Select a formula-based model by AIC.

Usage

# S3 method for default
step(object, ...)

Value

the stepwise-selected model is returned, with up to two additional components. There is an "anova" component corresponding to the steps taken in the search, as well as a "keep" component if the

keep= argument was supplied in the call. The

"Resid. Dev" column of the analysis of deviance table refers to a constant minus twice the maximized log likelihood: it will be a deviance only in cases where a saturated model is well-defined (thus excluding lm, aov and survreg fits, for example).

Arguments

object

an object representing a model of an appropriate class (mainly "lm" and "glm"). This is used as the initial model in the stepwise search.

...

any additional arguments to extractAIC.

Author

R core team and contributors

Details

step uses add1 and drop1 repeatedly; it will work for any method for which they work, and that is determined by having a valid method for extractAIC. When the additive constant can be chosen so that AIC is equal to Mallows' \(C_p\), this is done and the tables are labelled appropriately.
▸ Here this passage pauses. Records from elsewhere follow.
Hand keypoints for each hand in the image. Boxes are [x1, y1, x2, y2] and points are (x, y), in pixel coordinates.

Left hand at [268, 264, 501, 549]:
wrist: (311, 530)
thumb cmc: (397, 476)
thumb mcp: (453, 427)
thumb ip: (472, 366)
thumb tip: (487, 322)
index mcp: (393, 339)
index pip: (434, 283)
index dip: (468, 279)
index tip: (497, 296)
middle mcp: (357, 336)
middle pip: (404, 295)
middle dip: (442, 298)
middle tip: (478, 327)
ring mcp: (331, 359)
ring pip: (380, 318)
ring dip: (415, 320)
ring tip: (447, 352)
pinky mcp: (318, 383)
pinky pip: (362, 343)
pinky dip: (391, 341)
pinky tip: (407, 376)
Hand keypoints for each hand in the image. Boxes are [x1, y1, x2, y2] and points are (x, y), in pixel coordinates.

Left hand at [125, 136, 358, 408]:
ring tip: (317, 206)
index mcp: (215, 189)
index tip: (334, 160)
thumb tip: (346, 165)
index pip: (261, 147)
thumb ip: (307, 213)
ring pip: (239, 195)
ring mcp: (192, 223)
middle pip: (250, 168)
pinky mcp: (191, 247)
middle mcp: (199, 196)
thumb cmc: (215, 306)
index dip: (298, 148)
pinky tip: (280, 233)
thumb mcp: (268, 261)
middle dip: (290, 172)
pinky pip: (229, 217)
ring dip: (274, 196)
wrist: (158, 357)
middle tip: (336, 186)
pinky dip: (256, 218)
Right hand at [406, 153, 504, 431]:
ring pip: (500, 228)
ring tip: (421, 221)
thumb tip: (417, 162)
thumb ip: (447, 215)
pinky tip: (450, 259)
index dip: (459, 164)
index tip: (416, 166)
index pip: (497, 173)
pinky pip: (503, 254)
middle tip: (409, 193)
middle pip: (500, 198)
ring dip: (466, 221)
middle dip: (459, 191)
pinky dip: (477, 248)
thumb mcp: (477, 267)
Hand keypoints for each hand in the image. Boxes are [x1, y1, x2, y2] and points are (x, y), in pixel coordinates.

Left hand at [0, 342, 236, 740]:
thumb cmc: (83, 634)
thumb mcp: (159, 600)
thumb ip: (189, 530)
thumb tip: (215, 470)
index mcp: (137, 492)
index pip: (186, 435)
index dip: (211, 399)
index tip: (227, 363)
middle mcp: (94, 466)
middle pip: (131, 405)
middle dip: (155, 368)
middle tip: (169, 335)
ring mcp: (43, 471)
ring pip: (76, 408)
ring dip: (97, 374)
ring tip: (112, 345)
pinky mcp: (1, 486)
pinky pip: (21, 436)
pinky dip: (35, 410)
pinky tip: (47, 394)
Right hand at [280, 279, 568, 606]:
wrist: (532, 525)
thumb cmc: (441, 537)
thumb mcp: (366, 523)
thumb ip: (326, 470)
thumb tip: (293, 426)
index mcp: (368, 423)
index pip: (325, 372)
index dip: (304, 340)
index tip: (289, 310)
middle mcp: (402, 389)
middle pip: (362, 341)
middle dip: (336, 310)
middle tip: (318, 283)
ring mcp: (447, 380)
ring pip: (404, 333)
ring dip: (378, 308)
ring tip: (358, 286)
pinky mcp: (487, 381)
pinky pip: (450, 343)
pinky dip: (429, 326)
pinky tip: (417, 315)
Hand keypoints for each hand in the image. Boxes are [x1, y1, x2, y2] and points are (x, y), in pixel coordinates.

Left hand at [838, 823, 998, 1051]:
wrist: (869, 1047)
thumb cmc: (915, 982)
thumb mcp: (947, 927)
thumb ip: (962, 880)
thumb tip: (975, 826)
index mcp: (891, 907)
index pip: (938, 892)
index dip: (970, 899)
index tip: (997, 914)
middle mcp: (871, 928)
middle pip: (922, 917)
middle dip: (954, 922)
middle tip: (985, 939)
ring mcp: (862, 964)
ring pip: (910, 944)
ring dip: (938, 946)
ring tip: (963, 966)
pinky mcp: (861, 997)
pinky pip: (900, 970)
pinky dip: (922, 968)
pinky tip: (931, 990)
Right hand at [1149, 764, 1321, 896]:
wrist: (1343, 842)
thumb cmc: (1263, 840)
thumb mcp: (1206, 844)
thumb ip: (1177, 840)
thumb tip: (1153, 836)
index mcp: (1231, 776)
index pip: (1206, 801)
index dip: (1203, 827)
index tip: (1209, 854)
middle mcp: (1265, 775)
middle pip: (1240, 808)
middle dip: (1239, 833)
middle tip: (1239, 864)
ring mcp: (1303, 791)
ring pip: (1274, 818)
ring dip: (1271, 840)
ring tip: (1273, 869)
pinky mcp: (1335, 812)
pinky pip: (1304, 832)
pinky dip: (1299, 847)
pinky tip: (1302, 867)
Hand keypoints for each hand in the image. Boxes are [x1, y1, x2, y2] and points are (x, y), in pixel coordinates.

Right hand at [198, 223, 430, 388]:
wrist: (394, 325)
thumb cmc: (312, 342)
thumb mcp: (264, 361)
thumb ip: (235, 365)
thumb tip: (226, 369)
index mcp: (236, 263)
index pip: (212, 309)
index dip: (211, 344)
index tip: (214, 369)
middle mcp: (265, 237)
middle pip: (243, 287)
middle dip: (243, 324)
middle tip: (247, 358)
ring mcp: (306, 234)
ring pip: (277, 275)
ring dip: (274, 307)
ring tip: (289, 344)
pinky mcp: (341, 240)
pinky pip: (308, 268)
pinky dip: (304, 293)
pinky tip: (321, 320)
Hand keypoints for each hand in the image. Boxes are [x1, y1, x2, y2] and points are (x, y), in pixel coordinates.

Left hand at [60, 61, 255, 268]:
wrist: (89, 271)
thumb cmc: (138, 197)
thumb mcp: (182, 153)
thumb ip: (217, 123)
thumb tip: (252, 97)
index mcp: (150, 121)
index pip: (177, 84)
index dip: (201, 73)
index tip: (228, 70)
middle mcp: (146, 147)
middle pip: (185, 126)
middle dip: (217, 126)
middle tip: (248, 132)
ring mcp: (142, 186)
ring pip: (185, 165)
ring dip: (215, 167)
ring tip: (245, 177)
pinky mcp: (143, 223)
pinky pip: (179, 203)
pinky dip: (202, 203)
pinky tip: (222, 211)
The set of models searched is determined by the scope argument. The right-hand-side of its lower component is always included in the model, and right-hand-side of the model is included in the upper component. If scope is a single formula, it specifies the upper component, and the lower model is empty. If scope is missing, the initial model is used as the upper model.

Models specified by scope can be templates to update object as used by update.formula. So using . in a scope formula means ‘what is already there’, with .^2 indicating all interactions of existing terms.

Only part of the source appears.